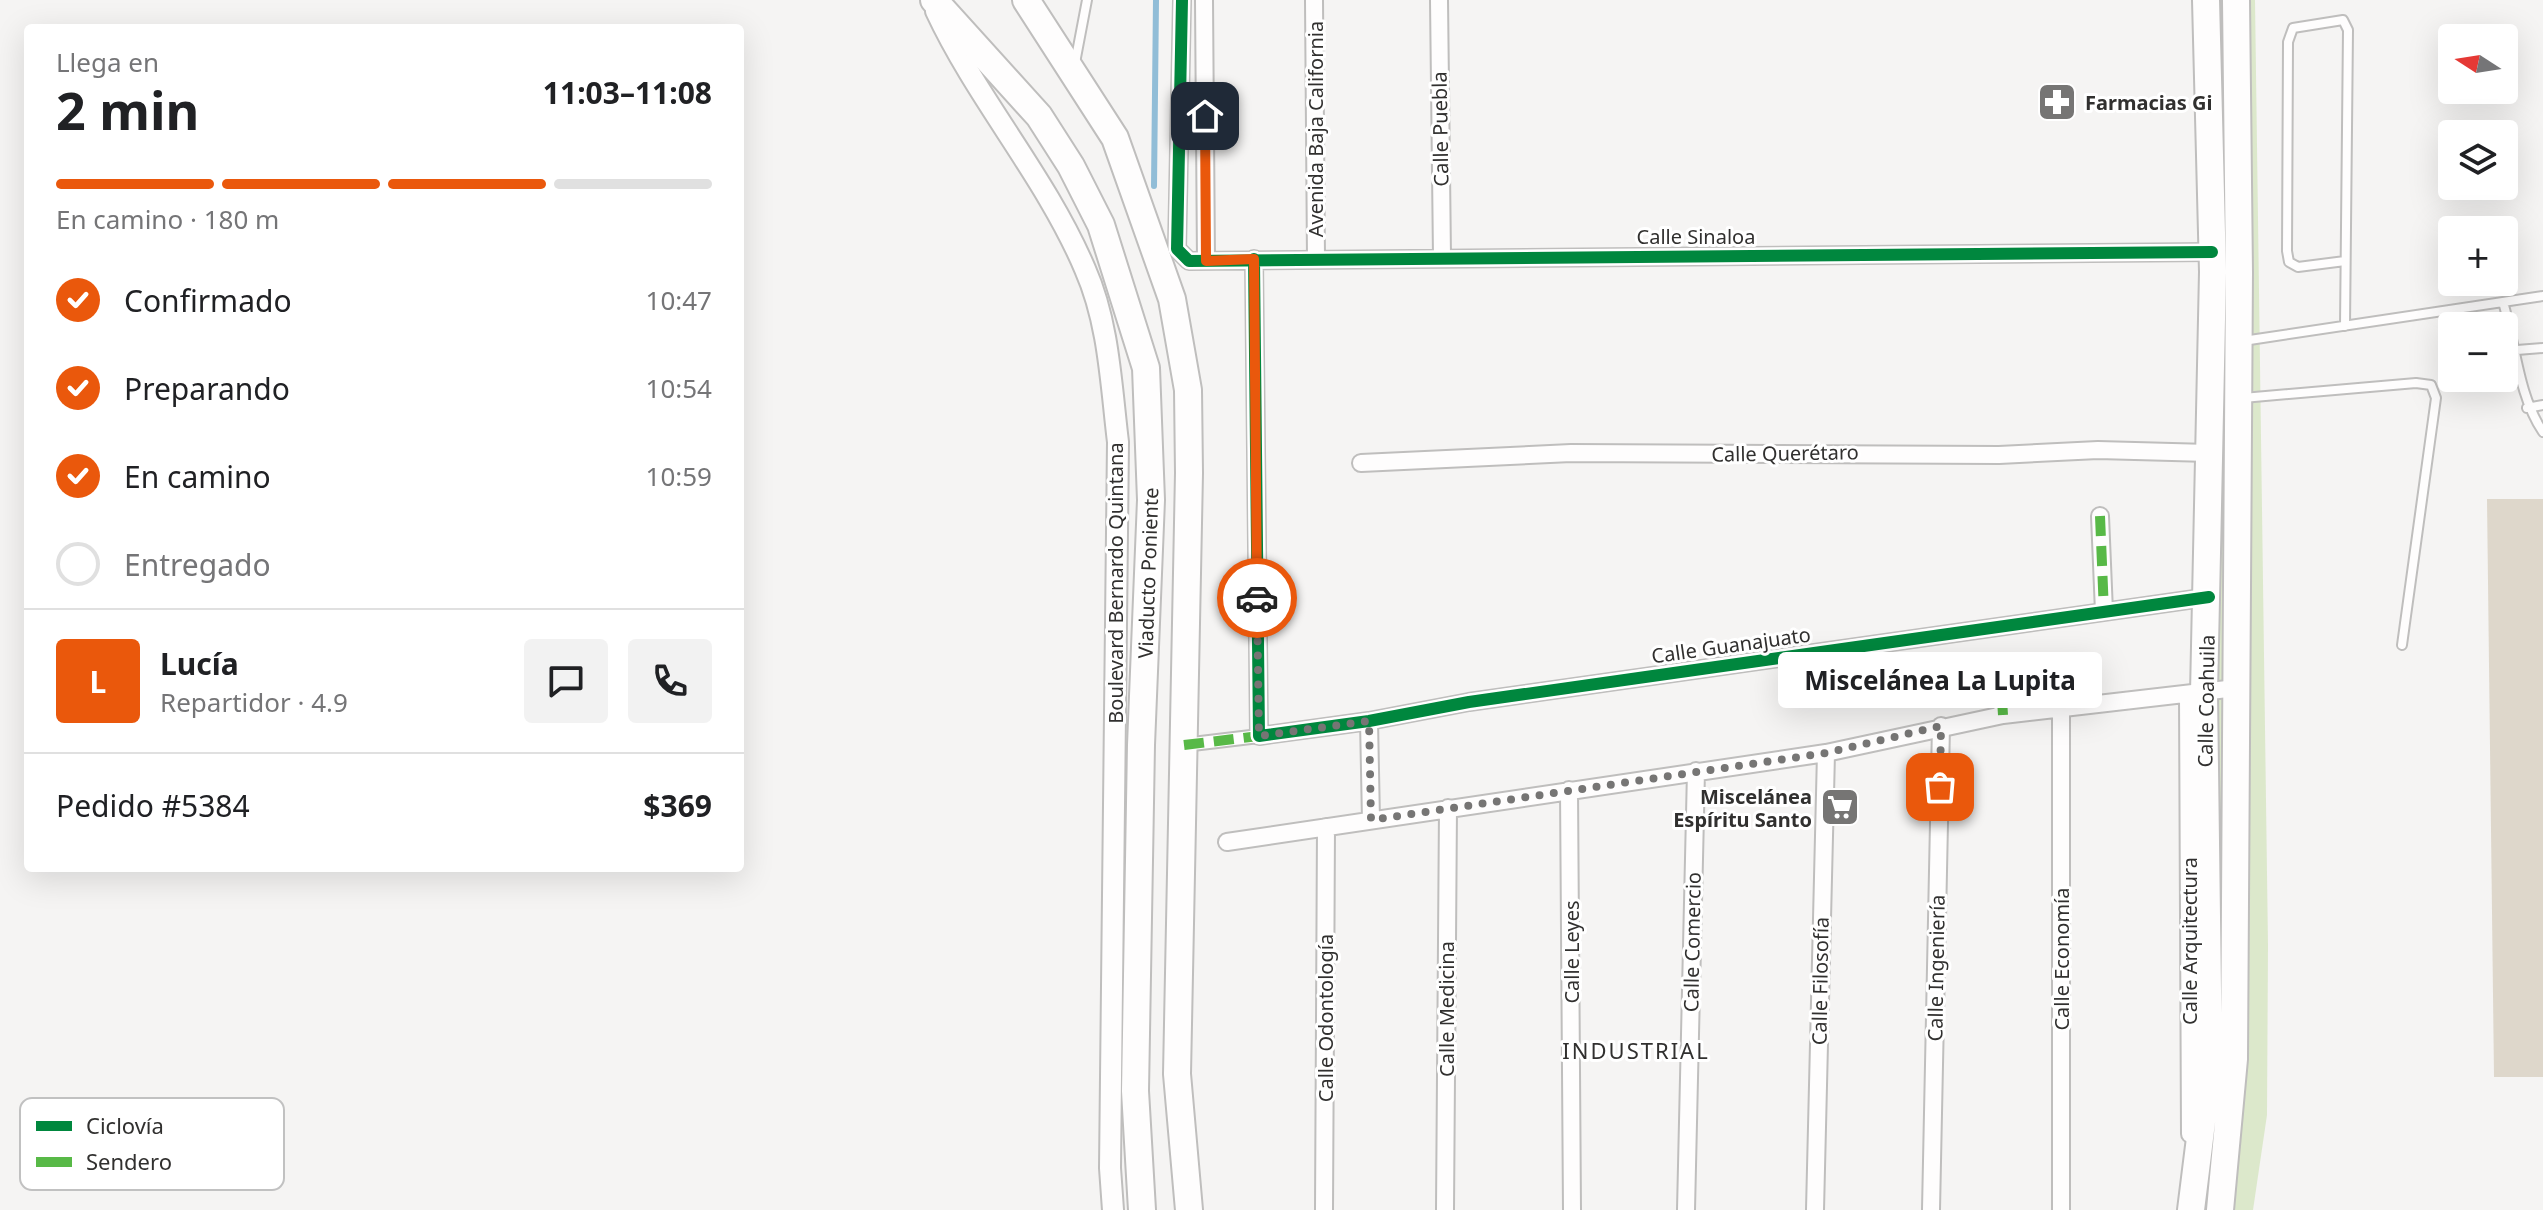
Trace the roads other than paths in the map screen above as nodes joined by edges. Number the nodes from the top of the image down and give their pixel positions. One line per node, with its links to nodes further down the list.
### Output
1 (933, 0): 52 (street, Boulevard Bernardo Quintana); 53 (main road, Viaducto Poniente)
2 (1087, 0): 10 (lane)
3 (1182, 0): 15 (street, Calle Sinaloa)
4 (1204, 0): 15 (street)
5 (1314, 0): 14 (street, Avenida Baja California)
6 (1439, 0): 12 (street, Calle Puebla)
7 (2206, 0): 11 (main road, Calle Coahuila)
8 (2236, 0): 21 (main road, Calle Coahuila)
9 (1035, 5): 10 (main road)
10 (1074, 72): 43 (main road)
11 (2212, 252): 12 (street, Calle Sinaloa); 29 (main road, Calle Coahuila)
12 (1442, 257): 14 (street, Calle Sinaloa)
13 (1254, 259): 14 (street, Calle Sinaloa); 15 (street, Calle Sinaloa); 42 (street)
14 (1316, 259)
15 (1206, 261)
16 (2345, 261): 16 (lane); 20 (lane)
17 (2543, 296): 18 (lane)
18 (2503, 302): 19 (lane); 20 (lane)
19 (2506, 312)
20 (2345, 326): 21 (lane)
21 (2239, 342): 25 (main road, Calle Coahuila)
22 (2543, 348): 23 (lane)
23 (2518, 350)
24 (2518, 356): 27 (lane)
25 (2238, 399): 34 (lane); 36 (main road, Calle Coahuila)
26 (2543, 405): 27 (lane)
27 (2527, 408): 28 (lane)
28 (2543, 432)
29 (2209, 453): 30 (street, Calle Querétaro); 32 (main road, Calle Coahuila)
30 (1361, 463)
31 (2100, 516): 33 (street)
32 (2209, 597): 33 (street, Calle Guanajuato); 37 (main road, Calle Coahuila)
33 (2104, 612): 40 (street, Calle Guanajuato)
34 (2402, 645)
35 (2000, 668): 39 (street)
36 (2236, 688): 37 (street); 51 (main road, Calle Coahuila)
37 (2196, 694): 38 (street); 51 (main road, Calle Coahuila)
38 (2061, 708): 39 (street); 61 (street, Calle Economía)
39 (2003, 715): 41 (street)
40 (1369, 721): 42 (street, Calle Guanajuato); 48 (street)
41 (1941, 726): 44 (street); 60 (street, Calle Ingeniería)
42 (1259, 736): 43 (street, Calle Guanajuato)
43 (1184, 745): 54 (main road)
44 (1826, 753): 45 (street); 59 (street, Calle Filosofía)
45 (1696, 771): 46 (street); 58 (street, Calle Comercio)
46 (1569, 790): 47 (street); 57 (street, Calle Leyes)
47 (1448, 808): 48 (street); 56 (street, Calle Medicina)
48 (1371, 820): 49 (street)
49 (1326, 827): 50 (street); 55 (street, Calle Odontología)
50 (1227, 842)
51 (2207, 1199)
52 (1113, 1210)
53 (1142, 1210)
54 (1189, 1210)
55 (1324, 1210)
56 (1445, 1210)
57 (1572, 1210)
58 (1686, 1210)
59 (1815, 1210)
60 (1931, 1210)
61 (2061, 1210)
=======
(REQUIREMENT)
Please repeat the entries exactly. Do not include the pictures.

(TASK RESPONSE)
Trace the roads other than paths in the map screen above as nodes joined by edges. Number the nodes from the top of the image down and give their pixel positions. One line per node, with its links to nodes further down the list.
### Output
1 (933, 0): 52 (street, Boulevard Bernardo Quintana); 53 (main road, Viaducto Poniente)
2 (1087, 0): 10 (lane)
3 (1182, 0): 15 (street, Calle Sinaloa)
4 (1204, 0): 15 (street)
5 (1314, 0): 14 (street, Avenida Baja California)
6 (1439, 0): 12 (street, Calle Puebla)
7 (2206, 0): 11 (main road, Calle Coahuila)
8 (2236, 0): 21 (main road, Calle Coahuila)
9 (1035, 5): 10 (main road)
10 (1074, 72): 43 (main road)
11 (2212, 252): 12 (street, Calle Sinaloa); 29 (main road, Calle Coahuila)
12 (1442, 257): 14 (street, Calle Sinaloa)
13 (1254, 259): 14 (street, Calle Sinaloa); 15 (street, Calle Sinaloa); 42 (street)
14 (1316, 259)
15 (1206, 261)
16 (2345, 261): 16 (lane); 20 (lane)
17 (2543, 296): 18 (lane)
18 (2503, 302): 19 (lane); 20 (lane)
19 (2506, 312)
20 (2345, 326): 21 (lane)
21 (2239, 342): 25 (main road, Calle Coahuila)
22 (2543, 348): 23 (lane)
23 (2518, 350)
24 (2518, 356): 27 (lane)
25 (2238, 399): 34 (lane); 36 (main road, Calle Coahuila)
26 (2543, 405): 27 (lane)
27 (2527, 408): 28 (lane)
28 (2543, 432)
29 (2209, 453): 30 (street, Calle Querétaro); 32 (main road, Calle Coahuila)
30 (1361, 463)
31 (2100, 516): 33 (street)
32 (2209, 597): 33 (street, Calle Guanajuato); 37 (main road, Calle Coahuila)
33 (2104, 612): 40 (street, Calle Guanajuato)
34 (2402, 645)
35 (2000, 668): 39 (street)
36 (2236, 688): 37 (street); 51 (main road, Calle Coahuila)
37 (2196, 694): 38 (street); 51 (main road, Calle Coahuila)
38 (2061, 708): 39 (street); 61 (street, Calle Economía)
39 (2003, 715): 41 (street)
40 (1369, 721): 42 (street, Calle Guanajuato); 48 (street)
41 (1941, 726): 44 (street); 60 (street, Calle Ingeniería)
42 (1259, 736): 43 (street, Calle Guanajuato)
43 (1184, 745): 54 (main road)
44 (1826, 753): 45 (street); 59 (street, Calle Filosofía)
45 (1696, 771): 46 (street); 58 (street, Calle Comercio)
46 (1569, 790): 47 (street); 57 (street, Calle Leyes)
47 (1448, 808): 48 (street); 56 (street, Calle Medicina)
48 (1371, 820): 49 (street)
49 (1326, 827): 50 (street); 55 (street, Calle Odontología)
50 (1227, 842)
51 (2207, 1199)
52 (1113, 1210)
53 (1142, 1210)
54 (1189, 1210)
55 (1324, 1210)
56 (1445, 1210)
57 (1572, 1210)
58 (1686, 1210)
59 (1815, 1210)
60 (1931, 1210)
61 (2061, 1210)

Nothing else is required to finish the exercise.